I’m beginning to think that the best way to predict which filmmakers will survive the current lousy marketplace and who won’t is to examine how they handle the zombie genre. If they’re just out to make a gut-muncher where kids in oatmeal make-up chow down on other kids running through the woods (or city, suburb, etc.), then there’s a good chance their careers will have the same life-expectancy as one of their movie’s generic victims. If, on the other hand, they’re using this relative youngster of a sub-genre (yet rapidly aging) to say something about society, class structure, etc., weaving thoughtful themes into the gore, there’s every reason to believe that these filmmakers, while having an upward struggle ahead of them, will be around for some time to come. Obviously, this theory will be proven over time; right now it’s more than a hope than a hypothesis. But to explore my hope further, I set “Last Rites of the Dead” before you as an example of a movie that will, audiences willing, survive the tests of time.
It starts out like so many other classics before it: something is causing the dead to rise. Nobody knows what it is. Anyone who dies is at risk, no matter the manner of their death. You die, you rise, you walk around. The world now has to decide what to do.
Only this time, the zombies aren’t flesh eaters (not at first). They arise as second-class citizens, forced to take menial jobs—when they can find jobs at all—forced to deal with their rotting states in support groups. They can’t digest anything but raw meat. They have to order special make-up to hide their chalky complexions and fit in, or risk burning themselves with “living cosmetics”. They are a sub-culture unto themselves, and the capitalistic world wants their hard-earned money. Their only alternative is to check themselves into voluntary euthanasia clinics and accept the inevitable: a shotgun blast to the head (which may or may not kill them, depending on the gunman’s aim).
If this weren’t enough, they have to deal with the prejudice of the living, primarily from fellow poor people who see the zombies as threats to their livelihood, their property values, whatever. Something is wrong with their living lives, it’s the damned dead that caused it. So militia groups crop up. One in particular, run by a woman called “The Commandant”, is particularly brutal, preying on homeless zombies first before moving on to any undead they can get their hands on.
Into this world is thrust Angela, who becomes a walking corpse thanks to a shot to the head courtesy of her unstable boyfriend, Josh. Angela’s job vanishes with her life. She spends her days avoiding Josh, who still loves her, he says, despite his penchant towards homicide. Josh, meanwhile, hooks up with the Commandant, hoping that her violent group will help him exercise some of his psychotic angst.
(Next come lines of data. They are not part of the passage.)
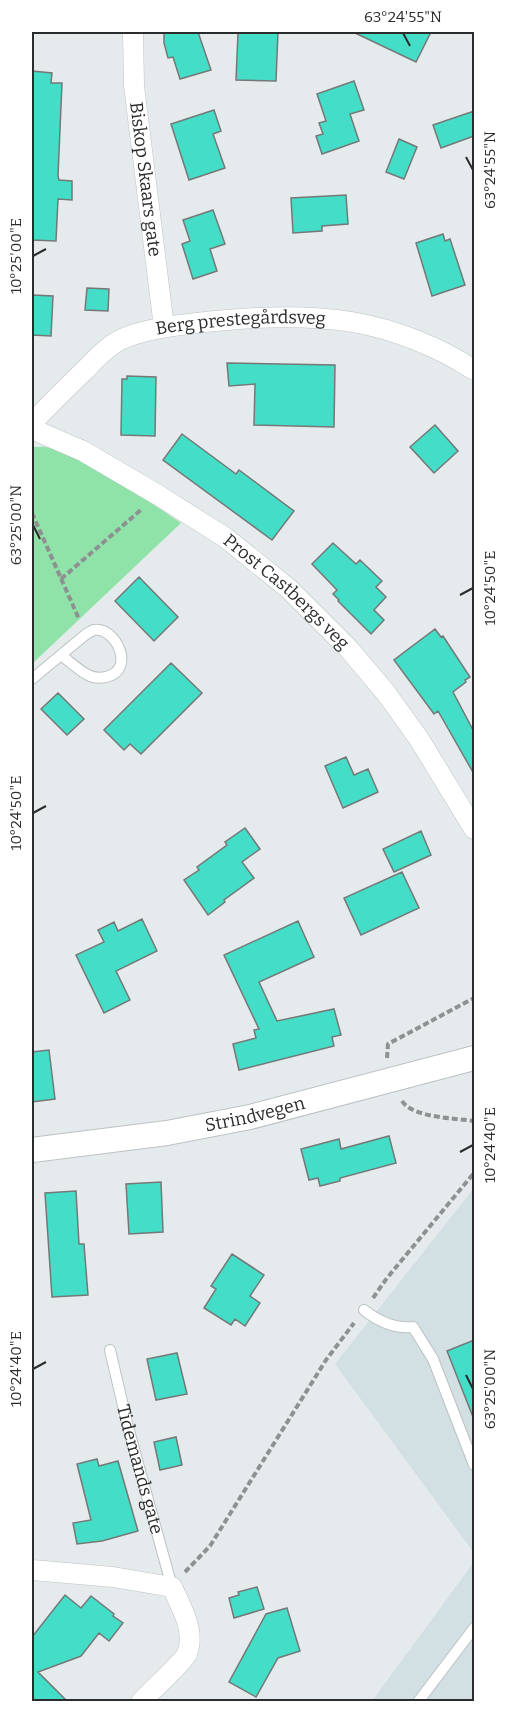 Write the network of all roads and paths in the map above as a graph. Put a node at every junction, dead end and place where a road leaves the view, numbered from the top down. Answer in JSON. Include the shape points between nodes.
{"nodes":[{"id":1,"x":133,"y":32,"type":"edge"},
{"id":2,"x":164,"y":327,"type":"junction"},
{"id":3,"x":474,"y":370,"type":"edge"},
{"id":4,"x":32,"y":423,"type":"edge"},
{"id":5,"x":32,"y":429,"type":"edge"},
{"id":6,"x":158,"y":495,"type":"junction"},
{"id":7,"x":32,"y":513,"type":"edge"},
{"id":8,"x":61,"y":579,"type":"junction"},
{"id":9,"x":86,"y":635,"type":"junction"},
{"id":10,"x":61,"y":655,"type":"junction"},
{"id":11,"x":32,"y":679,"type":"edge"},
{"id":12,"x":474,"y":830,"type":"edge"},
{"id":13,"x":474,"y":998,"type":"edge"},
{"id":14,"x":474,"y":1058,"type":"edge"},
{"id":15,"x":387,"y":1062,"type":"dead end"},
{"id":16,"x":397,"y":1094,"type":"dead end"},
{"id":17,"x":474,"y":1121,"type":"edge"},
{"id":18,"x":32,"y":1150,"type":"edge"},
{"id":19,"x":474,"y":1173,"type":"edge"},
{"id":20,"x":364,"y":1310,"type":"junction"},
{"id":21,"x":110,"y":1350,"type":"dead end"},
{"id":22,"x":474,"y":1465,"type":"edge"},
{"id":23,"x":32,"y":1570,"type":"edge"},
{"id":24,"x":172,"y":1587,"type":"junction"},
{"id":25,"x":474,"y":1628,"type":"edge"},
{"id":26,"x":141,"y":1701,"type":"edge"},
{"id":27,"x":418,"y":1701,"type":"edge"}],
"edges":[{"from":1,"to":2,"type":"street","name":"Biskop Skaars gate","via":[[134,86]]},
{"from":2,"to":3,"type":"street","name":"Berg prestegårdsveg","via":[[266,318],[352,322],[387,330]]},
{"from":2,"to":4,"type":"street","name":"Berg prestegårdsveg","via":[[113,344]]},
{"from":5,"to":6,"type":"street","name":"Prost Castbergs veg","via":[[83,452]]},
{"from":6,"to":8,"type":"path"},
{"from":6,"to":12,"type":"street","name":"Prost Castbergs veg","via":[[226,538],[280,582],[348,648],[419,739]]},
{"from":7,"to":8,"type":"path"},
{"from":8,"to":9,"type":"path"},
{"from":9,"to":10,"type":"lane"},
{"from":9,"to":10,"type":"lane","via":[[94,630],[109,634],[121,651],[116,673],[99,678],[88,675]]},
{"from":10,"to":11,"type":"lane"},
{"from":13,"to":15,"type":"path","via":[[387,1044]]},
{"from":14,"to":18,"type":"street","name":"Strindvegen","via":[[250,1117],[167,1133]]},
{"from":16,"to":17,"type":"path","via":[[406,1107],[419,1113]]},
{"from":19,"to":20,"type":"path"},
{"from":20,"to":22,"type":"lane","via":[[401,1328],[413,1327],[433,1359]]},
{"from":20,"to":24,"type":"path","via":[[326,1360],[210,1546]]},
{"from":21,"to":24,"type":"lane","name":"Tidemands gate"},
{"from":23,"to":24,"type":"street","via":[[113,1576]]},
{"from":24,"to":26,"type":"street","name":"Tidemands gate","via":[[187,1619],[187,1655]]},
{"from":25,"to":27,"type":"lane"}]}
“Last Rites of the Dead” is a complex, multi-character drama about alienation, class frustration, unemployment, unsatisfactory Capitalism and an uncaring government blaming its problems on a misunderstood enemy, all wrapped up in a box that says “zombie” on the outside. It’s a mature horror movie that brings to mind both “Dawn of the Dead” and Scooter McCrae’s similarly-themed “Shatter Dead” (minus the religious questions) and is ultimately quite satisfying. Which should come as no surprise to anyone who saw the Insane-O-Rama team’s freshman effort, the equally-surprising and intelligent vampire movie “Strange Things Happen at Sundown”. Like “Sundown”, “Last Rites” allows plenty of blood to soak through just as they’re exploring the human condition. Gore hounds won’t be disappointed in this area; true horror enthusiasts will dig the hell out of the whole deal.
While almost two hours long, “Last Rites” never drags, though some sequences feel a little more drawn out than necessary (the climax comes to mind, as does a prolonged shoot-out in a park—the rest is perfectly paced). And while the gore and visual effects are outstanding, some of the make-up leaves a little to be desired—unfortunate, but not devastatingly distracting. The acting is solid clear across the board—particularly Ramsden and Nelson as the dysfunctional ex-lovers.
If my theory has a solid foundation, once the official Brain Damage release hits the shelves, horror fans will come out in droves to support this little gem. And if history has ever proven anything to me, it’s that I’m wrong, frequently and horribly, and that the long path ahead of the Insane-O-Rama crew will only get longer, thanks to the folks who “just want to be entertained”… But if there’s justice, they’ll be around and talked about for the rest of their careers and beyond.